• **RECORDS PROVIDED**:
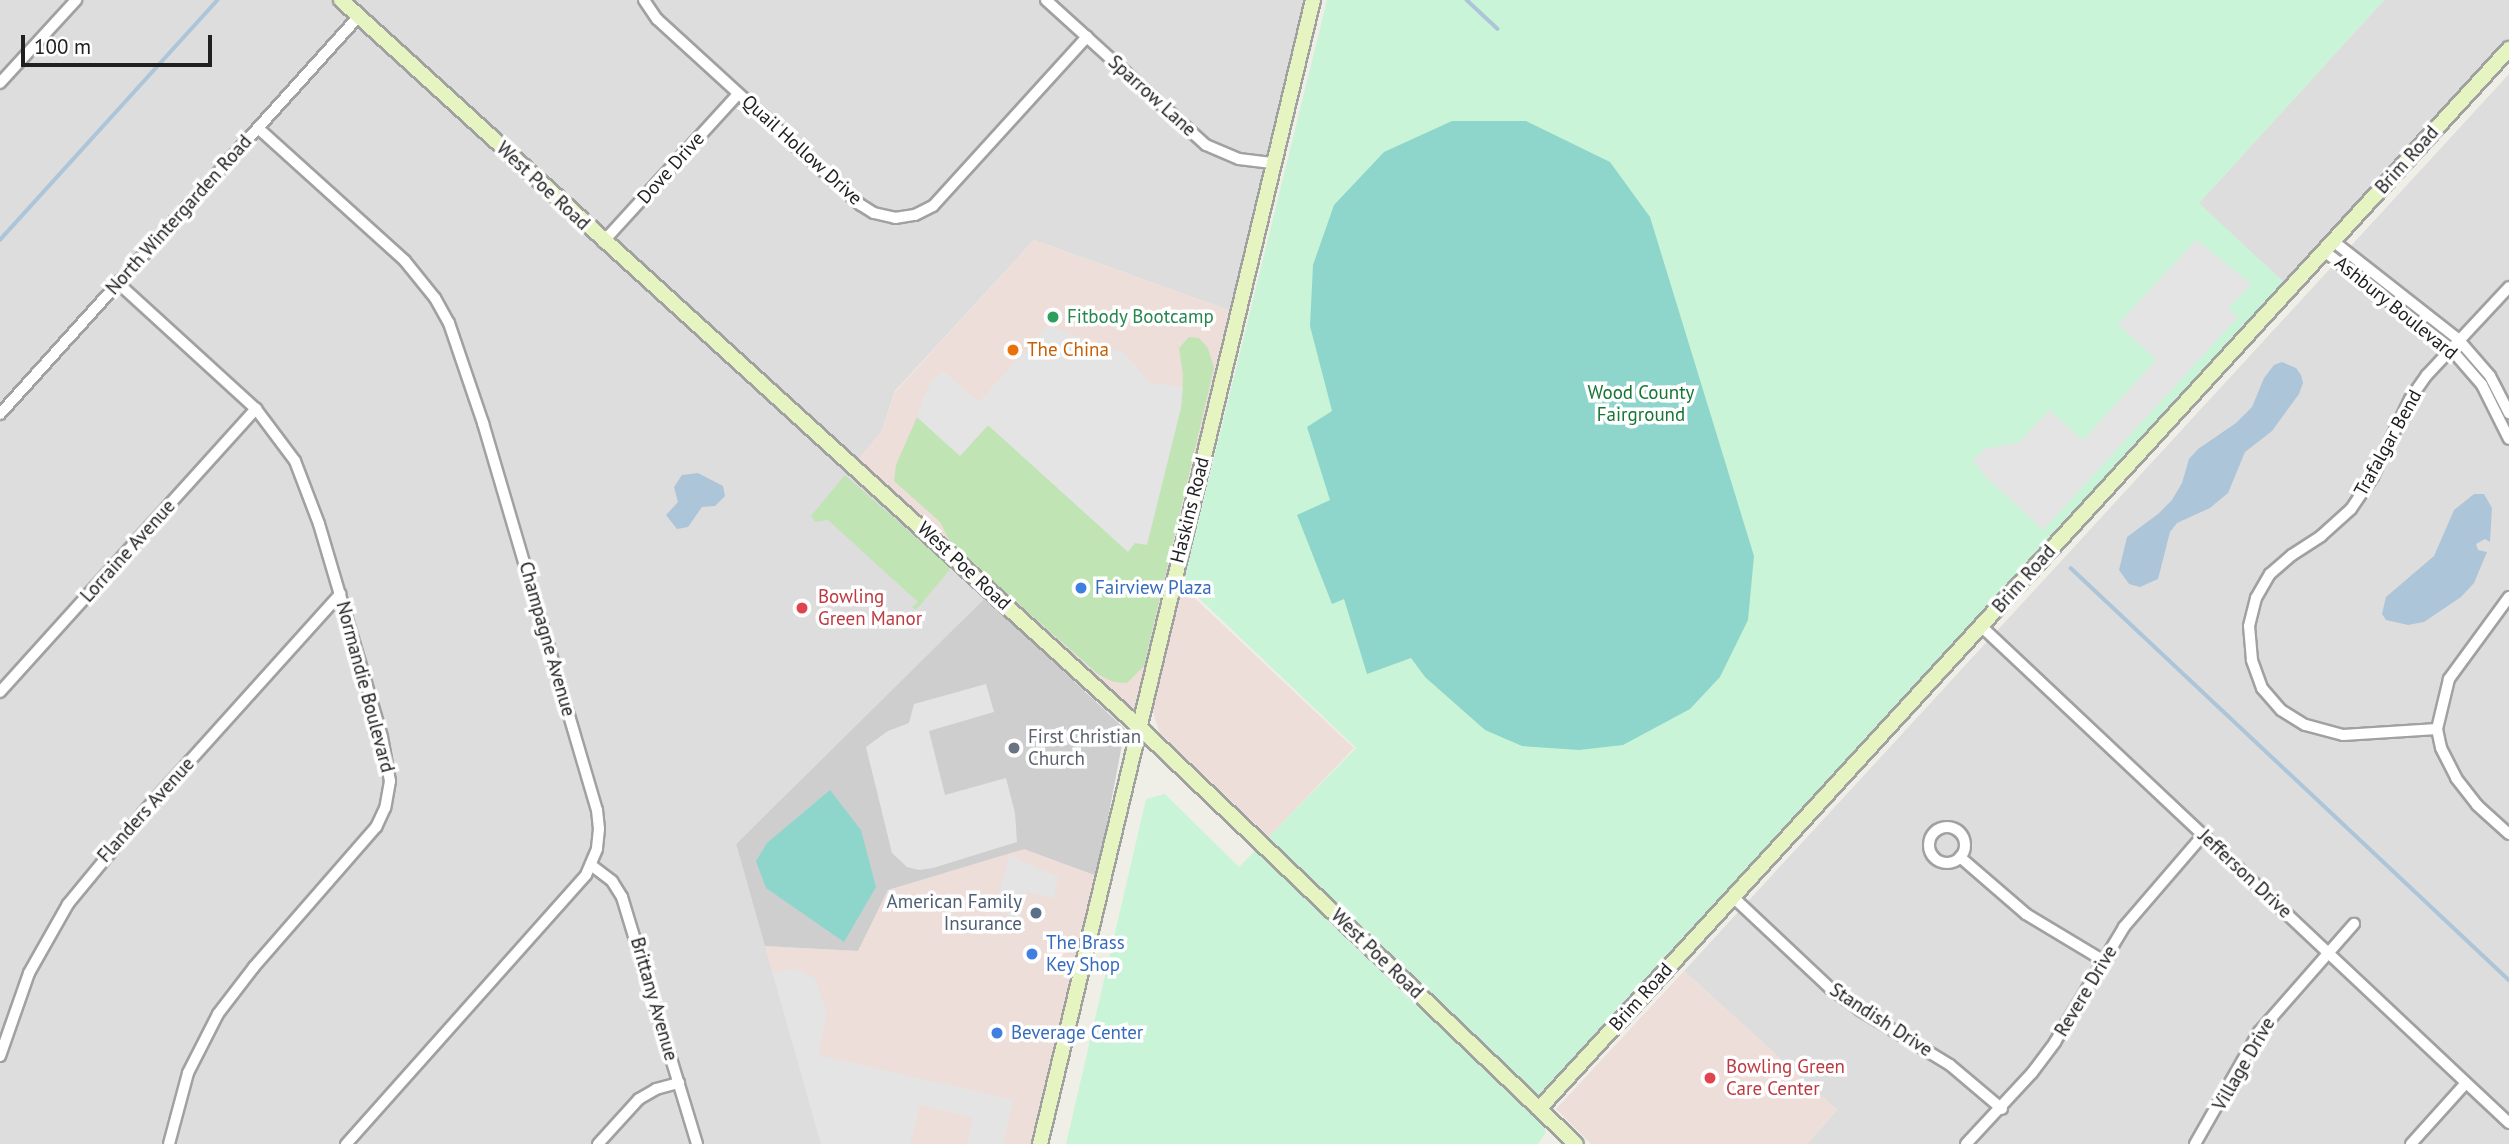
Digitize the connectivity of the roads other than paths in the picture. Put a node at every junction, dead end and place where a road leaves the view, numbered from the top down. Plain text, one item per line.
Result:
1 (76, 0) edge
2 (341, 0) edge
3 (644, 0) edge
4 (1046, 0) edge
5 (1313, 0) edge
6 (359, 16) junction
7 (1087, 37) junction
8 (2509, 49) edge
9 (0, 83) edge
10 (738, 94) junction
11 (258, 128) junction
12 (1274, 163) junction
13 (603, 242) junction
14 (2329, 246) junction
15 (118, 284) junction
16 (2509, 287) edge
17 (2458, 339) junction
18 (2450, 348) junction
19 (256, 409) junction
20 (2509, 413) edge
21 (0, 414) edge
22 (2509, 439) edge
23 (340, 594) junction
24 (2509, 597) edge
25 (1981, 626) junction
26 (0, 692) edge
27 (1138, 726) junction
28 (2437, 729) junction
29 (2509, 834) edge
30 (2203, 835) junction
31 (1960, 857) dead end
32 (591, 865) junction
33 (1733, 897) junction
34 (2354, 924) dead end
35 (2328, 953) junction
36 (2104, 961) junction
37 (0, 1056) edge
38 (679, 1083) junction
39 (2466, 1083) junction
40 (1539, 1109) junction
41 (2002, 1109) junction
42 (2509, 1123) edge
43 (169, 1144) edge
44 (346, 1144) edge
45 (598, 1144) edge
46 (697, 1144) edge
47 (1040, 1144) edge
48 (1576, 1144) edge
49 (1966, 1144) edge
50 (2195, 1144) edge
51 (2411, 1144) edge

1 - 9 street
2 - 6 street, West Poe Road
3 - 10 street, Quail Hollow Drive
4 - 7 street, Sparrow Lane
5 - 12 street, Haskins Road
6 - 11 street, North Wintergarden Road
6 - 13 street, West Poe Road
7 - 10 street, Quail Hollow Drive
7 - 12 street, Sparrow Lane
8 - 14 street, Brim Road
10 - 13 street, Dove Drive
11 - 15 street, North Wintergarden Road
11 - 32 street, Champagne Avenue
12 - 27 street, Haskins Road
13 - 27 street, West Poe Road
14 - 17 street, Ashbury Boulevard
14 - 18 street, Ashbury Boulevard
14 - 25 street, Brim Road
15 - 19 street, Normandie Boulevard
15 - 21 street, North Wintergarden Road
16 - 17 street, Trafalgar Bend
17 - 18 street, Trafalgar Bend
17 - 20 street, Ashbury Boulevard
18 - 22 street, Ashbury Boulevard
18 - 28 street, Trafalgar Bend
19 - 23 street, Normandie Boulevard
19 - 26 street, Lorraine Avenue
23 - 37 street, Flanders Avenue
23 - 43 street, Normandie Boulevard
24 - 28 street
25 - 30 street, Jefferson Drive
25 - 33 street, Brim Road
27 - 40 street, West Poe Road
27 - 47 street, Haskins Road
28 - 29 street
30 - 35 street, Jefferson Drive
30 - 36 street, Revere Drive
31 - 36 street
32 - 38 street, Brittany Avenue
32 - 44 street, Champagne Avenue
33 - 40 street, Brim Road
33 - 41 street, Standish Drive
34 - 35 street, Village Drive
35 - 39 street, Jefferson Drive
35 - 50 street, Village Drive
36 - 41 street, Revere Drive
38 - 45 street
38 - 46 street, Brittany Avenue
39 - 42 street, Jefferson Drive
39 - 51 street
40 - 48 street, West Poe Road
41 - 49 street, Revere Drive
* * *
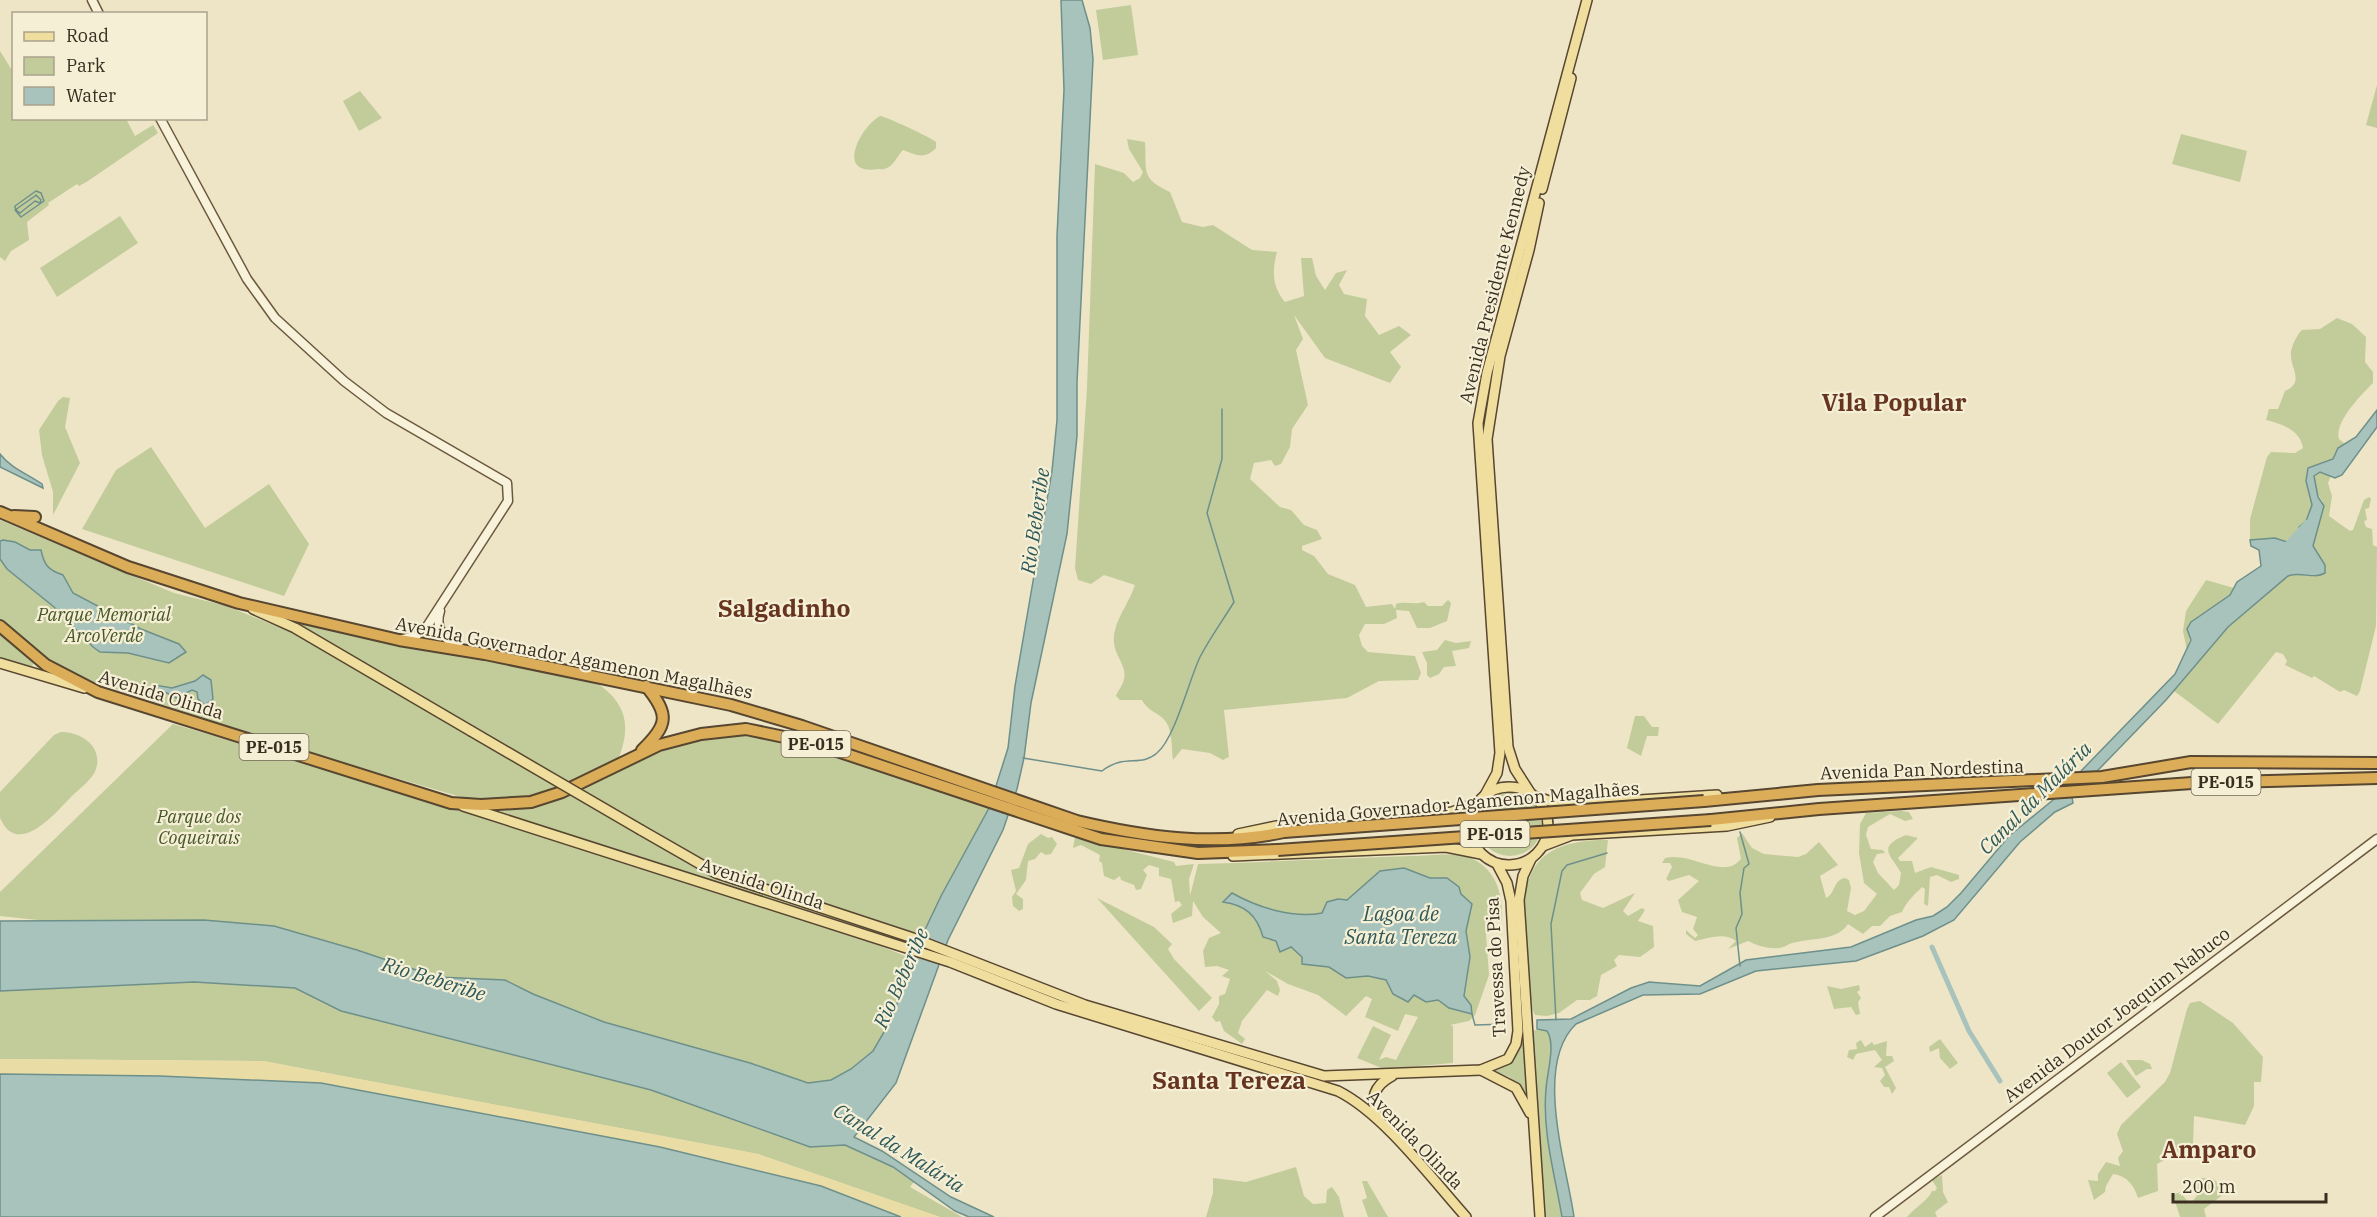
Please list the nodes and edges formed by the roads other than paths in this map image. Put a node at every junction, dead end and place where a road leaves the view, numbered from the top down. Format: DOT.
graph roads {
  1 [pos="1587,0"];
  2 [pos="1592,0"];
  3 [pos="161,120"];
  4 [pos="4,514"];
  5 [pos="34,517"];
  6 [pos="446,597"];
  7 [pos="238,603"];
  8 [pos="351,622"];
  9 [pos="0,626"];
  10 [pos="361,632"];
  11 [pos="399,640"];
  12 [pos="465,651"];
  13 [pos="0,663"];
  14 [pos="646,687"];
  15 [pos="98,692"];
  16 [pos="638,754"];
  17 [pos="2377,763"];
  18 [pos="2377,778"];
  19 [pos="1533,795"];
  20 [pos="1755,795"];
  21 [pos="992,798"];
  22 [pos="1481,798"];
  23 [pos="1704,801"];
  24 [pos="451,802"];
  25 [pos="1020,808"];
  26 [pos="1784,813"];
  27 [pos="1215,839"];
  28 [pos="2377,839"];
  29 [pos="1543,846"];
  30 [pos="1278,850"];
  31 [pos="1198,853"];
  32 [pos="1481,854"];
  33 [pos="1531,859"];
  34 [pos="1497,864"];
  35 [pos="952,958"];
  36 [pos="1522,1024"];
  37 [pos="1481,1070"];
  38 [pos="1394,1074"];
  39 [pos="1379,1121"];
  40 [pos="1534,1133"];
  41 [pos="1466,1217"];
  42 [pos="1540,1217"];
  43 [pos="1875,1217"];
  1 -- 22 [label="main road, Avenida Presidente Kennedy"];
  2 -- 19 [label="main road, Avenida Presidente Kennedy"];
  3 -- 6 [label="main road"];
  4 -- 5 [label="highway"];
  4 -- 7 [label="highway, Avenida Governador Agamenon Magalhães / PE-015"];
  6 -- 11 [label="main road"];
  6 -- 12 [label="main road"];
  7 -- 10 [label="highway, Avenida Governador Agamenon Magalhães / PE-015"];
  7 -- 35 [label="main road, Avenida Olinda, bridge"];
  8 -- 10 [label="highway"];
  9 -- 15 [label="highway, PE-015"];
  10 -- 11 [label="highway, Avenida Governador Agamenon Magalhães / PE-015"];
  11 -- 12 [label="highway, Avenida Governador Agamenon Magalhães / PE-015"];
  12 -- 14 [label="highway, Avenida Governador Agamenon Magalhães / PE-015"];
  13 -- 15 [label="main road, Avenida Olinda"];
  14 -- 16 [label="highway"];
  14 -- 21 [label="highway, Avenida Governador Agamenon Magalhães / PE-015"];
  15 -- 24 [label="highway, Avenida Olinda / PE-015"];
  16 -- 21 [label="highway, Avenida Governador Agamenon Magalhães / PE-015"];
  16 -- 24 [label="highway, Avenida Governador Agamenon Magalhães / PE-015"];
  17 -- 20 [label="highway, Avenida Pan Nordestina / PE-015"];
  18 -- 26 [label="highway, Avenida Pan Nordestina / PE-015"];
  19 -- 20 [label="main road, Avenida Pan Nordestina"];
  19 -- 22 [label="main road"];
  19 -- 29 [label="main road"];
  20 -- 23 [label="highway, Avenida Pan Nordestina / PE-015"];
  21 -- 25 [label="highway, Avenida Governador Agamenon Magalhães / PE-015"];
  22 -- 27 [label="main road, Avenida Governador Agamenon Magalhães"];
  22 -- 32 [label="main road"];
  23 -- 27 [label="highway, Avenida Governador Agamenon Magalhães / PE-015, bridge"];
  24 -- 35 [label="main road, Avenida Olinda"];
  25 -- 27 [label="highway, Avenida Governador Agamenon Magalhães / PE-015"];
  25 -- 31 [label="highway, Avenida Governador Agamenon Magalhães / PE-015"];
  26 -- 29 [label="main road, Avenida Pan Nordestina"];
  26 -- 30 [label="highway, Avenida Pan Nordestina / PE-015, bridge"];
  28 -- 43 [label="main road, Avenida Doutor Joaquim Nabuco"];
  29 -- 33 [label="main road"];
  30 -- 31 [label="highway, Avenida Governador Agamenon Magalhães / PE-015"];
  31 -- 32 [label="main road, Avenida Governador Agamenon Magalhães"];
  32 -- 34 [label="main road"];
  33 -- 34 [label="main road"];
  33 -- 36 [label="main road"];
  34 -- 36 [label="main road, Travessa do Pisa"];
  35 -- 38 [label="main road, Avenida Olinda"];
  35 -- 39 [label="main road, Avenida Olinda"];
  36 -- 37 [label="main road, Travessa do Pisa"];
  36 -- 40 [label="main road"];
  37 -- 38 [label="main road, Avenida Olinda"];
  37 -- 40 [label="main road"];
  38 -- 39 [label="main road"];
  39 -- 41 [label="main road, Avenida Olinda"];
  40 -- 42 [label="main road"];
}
* * *
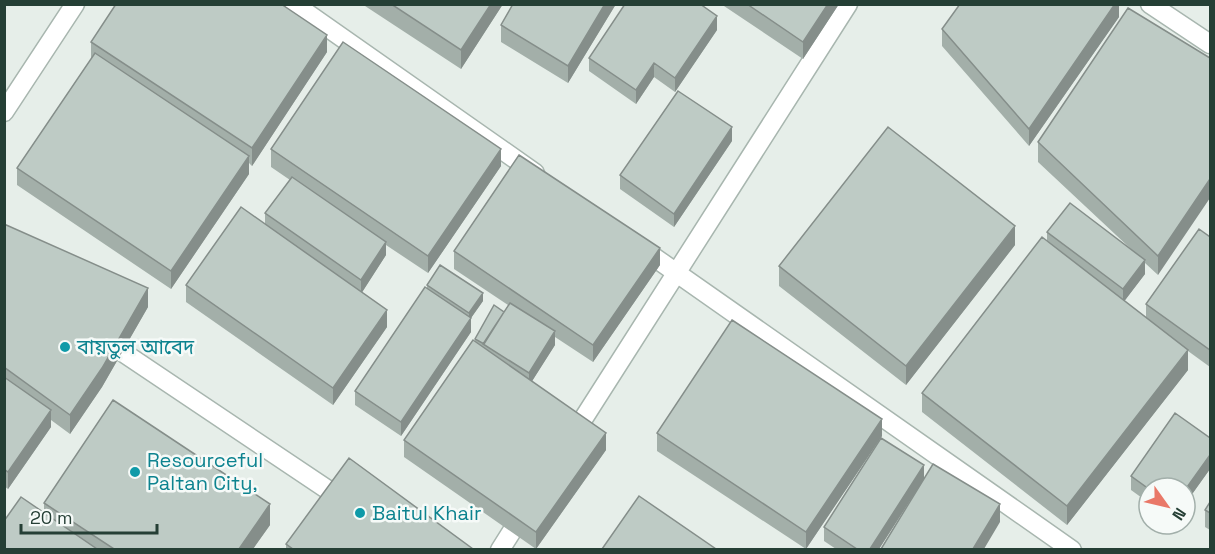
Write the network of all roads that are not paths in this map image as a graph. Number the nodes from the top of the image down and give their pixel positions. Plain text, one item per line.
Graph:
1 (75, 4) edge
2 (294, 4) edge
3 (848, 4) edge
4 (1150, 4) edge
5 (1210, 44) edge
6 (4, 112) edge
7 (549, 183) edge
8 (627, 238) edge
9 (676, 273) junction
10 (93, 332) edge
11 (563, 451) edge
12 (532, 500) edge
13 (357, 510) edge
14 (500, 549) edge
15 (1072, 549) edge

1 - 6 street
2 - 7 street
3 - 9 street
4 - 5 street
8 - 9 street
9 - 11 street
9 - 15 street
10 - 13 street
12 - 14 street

• **YOUR INSTRUCTIONS**:
Every line above holding the string "item" should be listed.

• **RESULT**:
Digitize the connectivity of the roads other than paths in the picture. Put a node at every junction, dead end and place where a road leaves the view, numbered from the top down. Plain text, one item per line.
Write the network of all roads that are not paths in this map image as a graph. Number the nodes from the top of the image down and give their pixel positions. Plain text, one item per line.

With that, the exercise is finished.